Unsure how some PVR features behave

If you have any questions on programming, this is the place to ask them, whether you're a newbie or an experienced programmer. Discussion on programming in general is also welcome. We will help you with programming homework, but we will not do your work for you! Any porting requests must be made in Developmental Ideas.
Post Reply
User avatar
Protofall
DCEmu Freak
DCEmu Freak
Posts: 50
Joined: Sun Jan 14, 2018 8:03 pm
Location: Emu land
Has liked: 9 times
Been liked: 5 times
Contact:

Unsure how some PVR features behave

Post by Protofall » Tue Jan 08, 2019 10:31 pm

There's a few small questions I have about the PVR that I can't figure out so I'll clump them into this one post
  • What are the Opaque/Translucent modifier lists used for?
  • How do you use the "oargb" parameter from the pvr_vertex_t struct? No matter what I set it to, no colours seem to change.
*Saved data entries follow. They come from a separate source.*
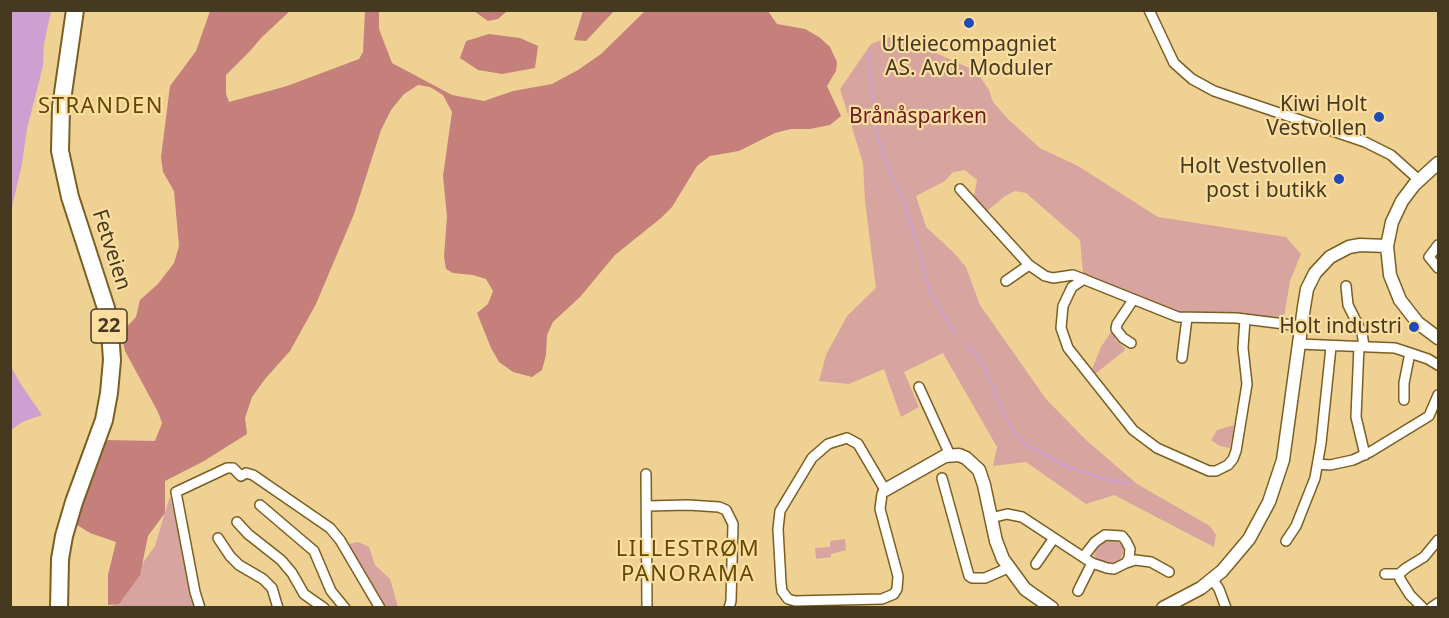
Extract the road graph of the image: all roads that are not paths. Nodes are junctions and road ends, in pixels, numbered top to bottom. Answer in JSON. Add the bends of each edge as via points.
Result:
{"nodes":[{"id":1,"x":75,"y":10,"type":"edge"},
{"id":2,"x":80,"y":10,"type":"edge"},
{"id":3,"x":1149,"y":10,"type":"edge"},
{"id":4,"x":71,"y":45,"type":"junction"},
{"id":5,"x":1438,"y":163,"type":"edge"},
{"id":6,"x":1419,"y":180,"type":"junction"},
{"id":7,"x":960,"y":189,"type":"dead end"},
{"id":8,"x":1438,"y":245,"type":"edge"},
{"id":9,"x":1387,"y":246,"type":"junction"},
{"id":10,"x":1029,"y":265,"type":"junction"},
{"id":11,"x":1438,"y":268,"type":"edge"},
{"id":12,"x":1084,"y":279,"type":"junction"},
{"id":13,"x":1006,"y":282,"type":"dead end"},
{"id":14,"x":1346,"y":286,"type":"dead end"},
{"id":15,"x":1133,"y":300,"type":"junction"},
{"id":16,"x":1187,"y":318,"type":"junction"},
{"id":17,"x":1245,"y":319,"type":"junction"},
{"id":18,"x":1301,"y":326,"type":"junction"},
{"id":19,"x":1438,"y":338,"type":"edge"},
{"id":20,"x":1131,"y":343,"type":"dead end"},
{"id":21,"x":1299,"y":344,"type":"junction"},
{"id":22,"x":1362,"y":346,"type":"junction"},
{"id":23,"x":1332,"y":347,"type":"junction"},
{"id":24,"x":1410,"y":353,"type":"junction"},
{"id":25,"x":1182,"y":358,"type":"dead end"},
{"id":26,"x":1438,"y":365,"type":"edge"},
{"id":27,"x":919,"y":387,"type":"dead end"},
{"id":28,"x":1404,"y":400,"type":"dead end"},
{"id":29,"x":1438,"y":401,"type":"edge"},
{"id":30,"x":1365,"y":454,"type":"junction"},
{"id":31,"x":950,"y":455,"type":"junction"},
{"id":32,"x":1318,"y":464,"type":"junction"},
{"id":33,"x":646,"y":474,"type":"dead end"},
{"id":34,"x":942,"y":478,"type":"dead end"},
{"id":35,"x":885,"y":490,"type":"junction"},
{"id":36,"x":260,"y":505,"type":"dead end"},
{"id":37,"x":647,"y":506,"type":"junction"},
{"id":38,"x":991,"y":518,"type":"junction"},
{"id":39,"x":237,"y":522,"type":"dead end"},
{"id":40,"x":218,"y":538,"type":"dead end"},
{"id":41,"x":1054,"y":538,"type":"junction"},
{"id":42,"x":1438,"y":540,"type":"edge"},
{"id":43,"x":1286,"y":541,"type":"dead end"},
{"id":44,"x":1084,"y":556,"type":"junction"},
{"id":45,"x":1092,"y":562,"type":"junction"},
{"id":46,"x":1036,"y":564,"type":"dead end"},
{"id":47,"x":1126,"y":564,"type":"junction"},
{"id":48,"x":1008,"y":568,"type":"junction"},
{"id":49,"x":1169,"y":572,"type":"dead end"},
{"id":50,"x":1385,"y":574,"type":"dead end"},
{"id":51,"x":1399,"y":574,"type":"junction"},
{"id":52,"x":1213,"y":580,"type":"junction"},
{"id":53,"x":1078,"y":591,"type":"dead end"},
{"id":54,"x":1438,"y":603,"type":"edge"},
{"id":55,"x":59,"y":608,"type":"edge"},
{"id":56,"x":200,"y":608,"type":"edge"},
{"id":57,"x":278,"y":608,"type":"edge"},
{"id":58,"x":324,"y":608,"type":"edge"},
{"id":59,"x":345,"y":608,"type":"edge"},
{"id":60,"x":380,"y":608,"type":"edge"},
{"id":61,"x":646,"y":608,"type":"edge"},
{"id":62,"x":729,"y":608,"type":"edge"},
{"id":63,"x":1053,"y":608,"type":"edge"},
{"id":64,"x":1163,"y":608,"type":"edge"},
{"id":65,"x":1226,"y":608,"type":"edge"},
{"id":66,"x":1423,"y":608,"type":"edge"},
{"id":67,"x":1431,"y":608,"type":"edge"}],
"edges":[{"from":1,"to":4,"type":"highway","name":"Fetveien","number":"22"},
{"from":2,"to":4,"type":"highway","name":"Fetveien","number":"22"},
{"from":3,"to":6,"type":"street","via":[[1174,63],[1192,79],[1214,91],[1365,142],[1391,155]]},
{"from":4,"to":55,"type":"highway","name":"Fetveien","number":"22","via":[[61,113],[62,164],[104,301],[112,360],[102,426],[64,536]]},
{"from":5,"to":6,"type":"street"},
{"from":6,"to":9,"type":"street","via":[[1399,206]]},
{"from":7,"to":10,"type":"street"},
{"from":8,"to":11,"type":"street","via":[[1429,257]]},
{"from":9,"to":18,"type":"street","via":[[1349,248],[1322,264],[1307,289]]},
{"from":9,"to":19,"type":"street","via":[[1390,275],[1400,300],[1418,323]]},
{"from":10,"to":12,"type":"street","via":[[1045,276],[1073,275]]},
{"from":10,"to":13,"type":"street"},
{"from":12,"to":15,"type":"street"},
{"from":12,"to":17,"type":"street","via":[[1072,287],[1063,306],[1061,328],[1068,348],[1133,430],[1157,448],[1209,471],[1228,465],[1236,451],[1247,384]]},
{"from":14,"to":22,"type":"street","via":[[1350,310],[1362,333]]},
{"from":15,"to":16,"type":"street"},
{"from":15,"to":20,"type":"street","via":[[1116,329]]},
{"from":16,"to":17,"type":"street"},
{"from":16,"to":25,"type":"street"},
{"from":17,"to":18,"type":"street"},
{"from":18,"to":21,"type":"street"},
{"from":21,"to":23,"type":"street"},
{"from":21,"to":52,"type":"street","via":[[1288,435],[1278,478],[1248,539]]},
{"from":22,"to":23,"type":"street"},
{"from":22,"to":24,"type":"street"},
{"from":22,"to":30,"type":"street","via":[[1356,417]]},
{"from":23,"to":32,"type":"street"},
{"from":24,"to":26,"type":"street"},
{"from":24,"to":28,"type":"street"},
{"from":27,"to":31,"type":"street"},
{"from":29,"to":30,"type":"street","via":[[1429,416]]},
{"from":30,"to":32,"type":"street","via":[[1344,462]]},
{"from":31,"to":35,"type":"street"},
{"from":31,"to":38,"type":"street","via":[[966,458],[979,470]]},
{"from":32,"to":43,"type":"street","via":[[1310,493]]},
{"from":33,"to":37,"type":"street"},
{"from":34,"to":48,"type":"street","via":[[969,576],[985,578]]},
{"from":35,"to":35,"type":"street","via":[[853,440],[833,441],[821,447],[778,518],[781,583],[788,599],[882,599],[894,594],[898,576],[880,510]]},
{"from":36,"to":59,"type":"street","via":[[314,551],[331,591]]},
{"from":37,"to":61,"type":"street"},
{"from":37,"to":62,"type":"street","via":[[726,510],[733,524]]},
{"from":38,"to":41,"type":"street","via":[[1013,514]]},
{"from":38,"to":48,"type":"street"},
{"from":39,"to":58,"type":"street","via":[[281,560],[304,594]]},
{"from":40,"to":57,"type":"street","via":[[239,566],[272,588]]},
{"from":41,"to":44,"type":"street"},
{"from":41,"to":46,"type":"street"},
{"from":42,"to":51,"type":"street","via":[[1424,557]]},
{"from":44,"to":45,"type":"street"},
{"from":44,"to":47,"type":"street","via":[[1099,538],[1116,535],[1130,549]]},
{"from":45,"to":47,"type":"street","via":[[1114,569]]},
{"from":45,"to":53,"type":"street"},
{"from":47,"to":49,"type":"street","via":[[1135,560],[1151,562]]},
{"from":48,"to":63,"type":"street","via":[[1025,589]]},
{"from":50,"to":51,"type":"street"},
{"from":51,"to":66,"type":"street","via":[[1410,596]]},
{"from":52,"to":64,"type":"street"},
{"from":52,"to":65,"type":"street"},
{"from":54,"to":67,"type":"street"},
{"from":56,"to":60,"type":"street","via":[[176,492],[227,468],[241,476],[253,475],[330,528]]}]}
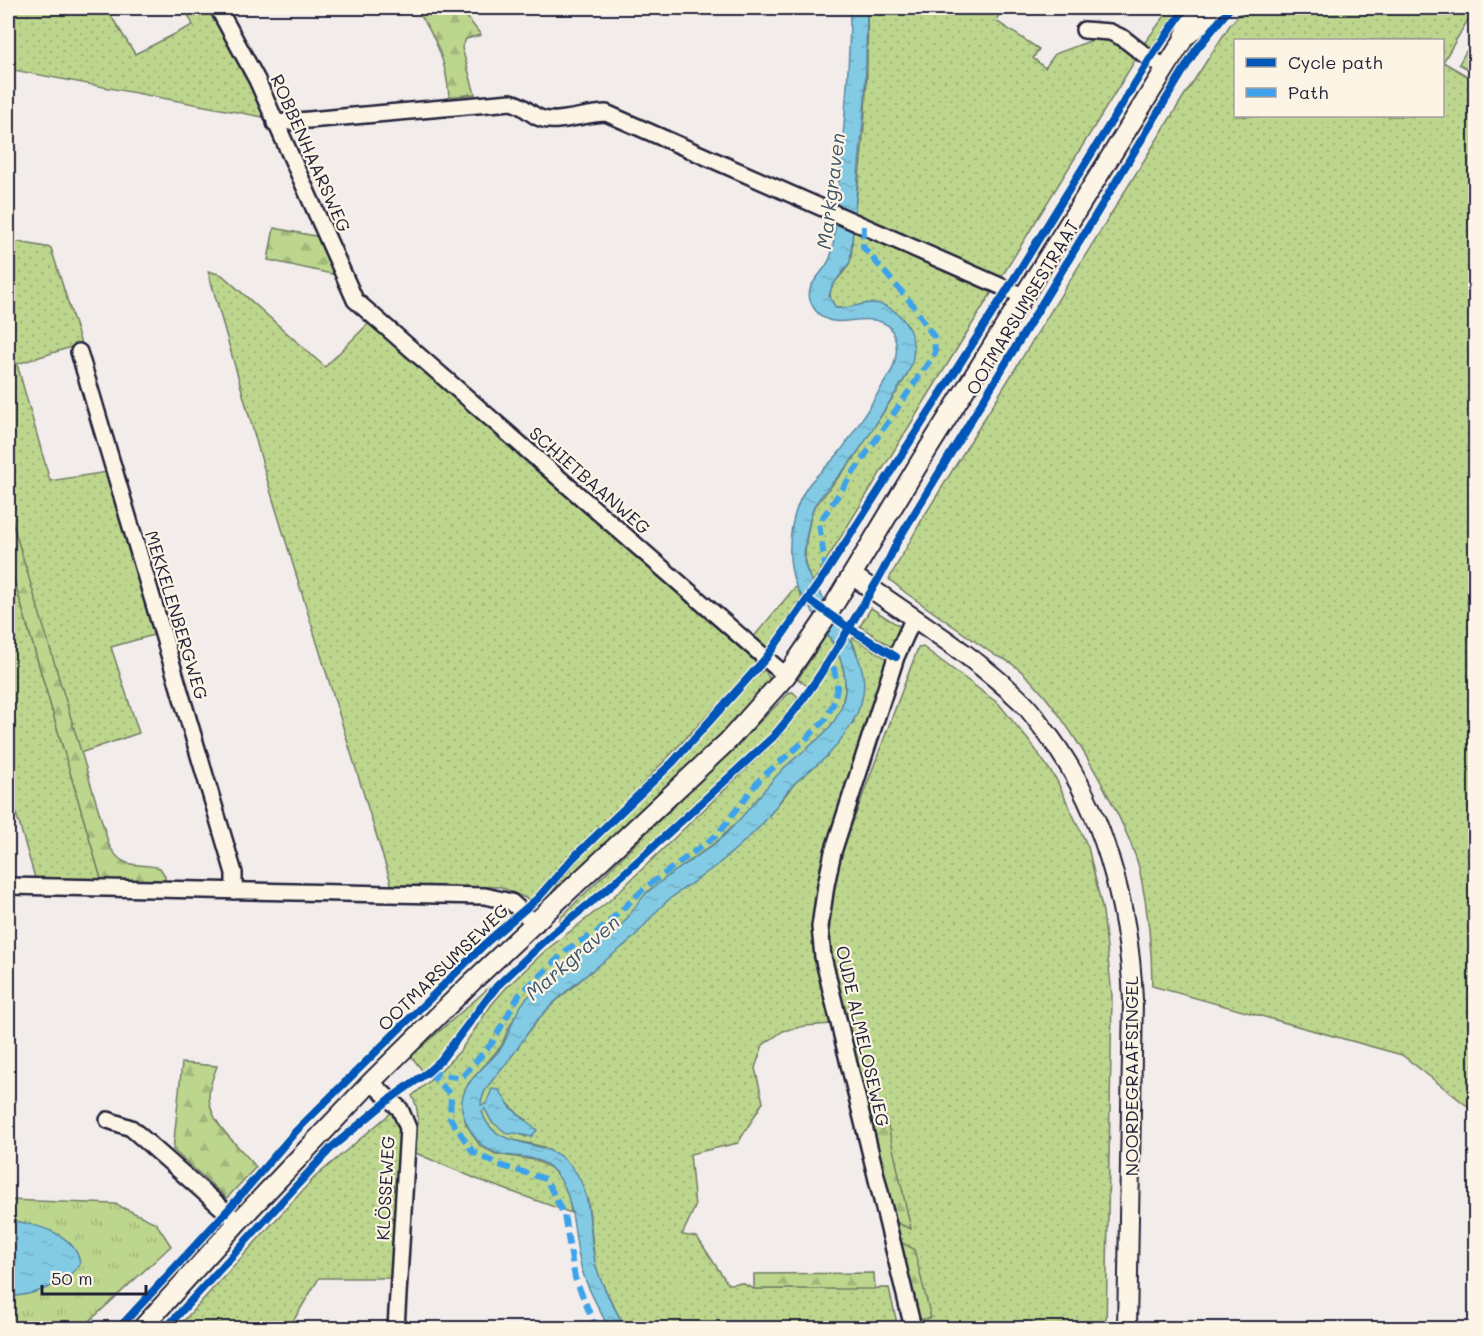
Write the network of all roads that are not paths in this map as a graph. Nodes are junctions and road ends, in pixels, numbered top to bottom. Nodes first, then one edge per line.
1 (218, 8) edge
2 (1196, 8) edge
3 (1216, 8) edge
4 (1084, 30) dead end
5 (1182, 42) junction
6 (1166, 66) junction
7 (275, 123) junction
8 (1023, 296) junction
9 (368, 314) joint
10 (79, 352) dead end
11 (852, 575) junction
12 (914, 617) junction
13 (820, 626) joint
14 (786, 676) junction
15 (8, 886) edge
16 (234, 891) junction
17 (536, 924) junction
18 (370, 1082) junction
19 (108, 1119) dead end
20 (238, 1222) junction
21 (142, 1329) edge
22 (396, 1329) edge
23 (912, 1329) edge
24 (1127, 1329) edge

1 - 7 street, ROBBENHAARSWEG
2 - 5 main road, OOTMARSUMSESTRAAT
3 - 5 main road, OOTMARSUMSESTRAAT
4 - 6 street
5 - 6 main road, OOTMARSUMSESTRAAT
6 - 8 main road, OOTMARSUMSESTRAAT
7 - 8 street, OOTMARSUMSESTRAAT
7 - 9 street, ROBBENHAARSWEG
8 - 11 main road, OOTMARSUMSESTRAAT
9 - 14 street, SCHIETBAANWEG
10 - 16 street, MEKKELENBERGWEG
11 - 12 main road, NOORDEGRAAFSINGEL
11 - 13 main road, OOTMARSUMSESTRAAT
12 - 23 street, OUDE ALMELOSEWEG
12 - 24 main road, NOORDEGRAAFSINGEL
13 - 14 main road, OOTMARSUMSEWEG
14 - 17 main road, OOTMARSUMSEWEG
15 - 16 street
16 - 17 street
17 - 18 main road, OOTMARSUMSEWEG
18 - 20 main road, OOTMARSUMSEWEG
18 - 22 street, KLÖSSEWEG
19 - 20 street
20 - 21 main road, OOTMARSUMSEWEG

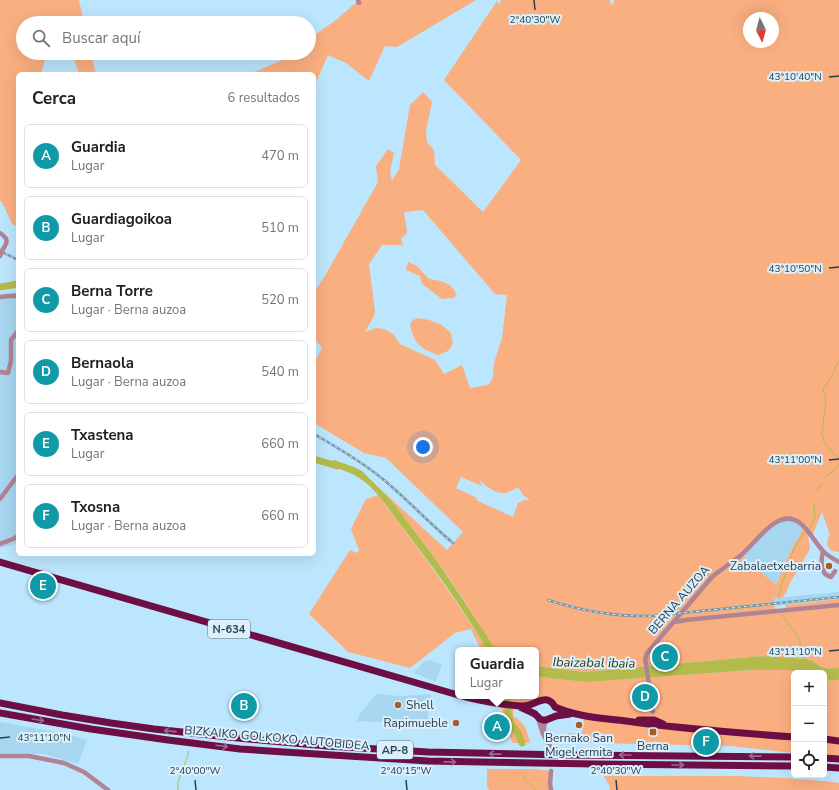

I'd imagine this parameter (Or maybe the "pvr_poly_ic_hdr_t" struct?) is how you achieve effects like this (With Swampert fading to Blue) https://youtu.be/2oSfhNp-F_Y?t=41
  • When I used OpenGL 3.3, when mapping a texture we had UV coords (Like KOS's) and ST coords which together control texture-space and object-space would allow you to choose a sub texture and the region on the poly to display it, which could give you a cool "Texture repeat" pattern if the ST coords were less than 1.0. It seems by changing the UV-clamping flags I could do this in KOS with a whole texture, but not with a sub-texture (Specific section of a texture). Is there another way to do this in KOS with a sub texture?
  • In KOS, what are the main differences between Sprite mode and Poly mode? Right now the only ones I can list are Sprite mode is faster (1 pvr_prim call instead of 4), sprite mode has no dz and duv params (Instead they are interpolated), poly mode has the colour parameters (o/argb) and the 16/32 bit UV coord difference affecting in Sprite mode with textures larger than 256 by 256. Are there any other major differences I'm forgetting?
Made a recreation of Minesweeper for the Dreamcast <viewtopic.php?f=34&t=104820>
More is yet to come :wink:

Twitter <https://twitter.com/ProfessorToffal>
YouTube (Not much there, but there are a few things) <https://www.youtube.com/user/TrueMenfa>
User avatar
BlueCrab
The Crabby Overlord
The Crabby Overlord
Posts: 5393
Joined: Mon May 27, 2002 11:31 am
Location: Sailing the Skies of Arcadia
Has liked: 1 time
Been liked: 12 times
Contact:

Re: Unsure how some PVR features behave

Post by BlueCrab » Wed Jan 09, 2019 10:45 pm

First off, moved to Programming, since it makes more sense there...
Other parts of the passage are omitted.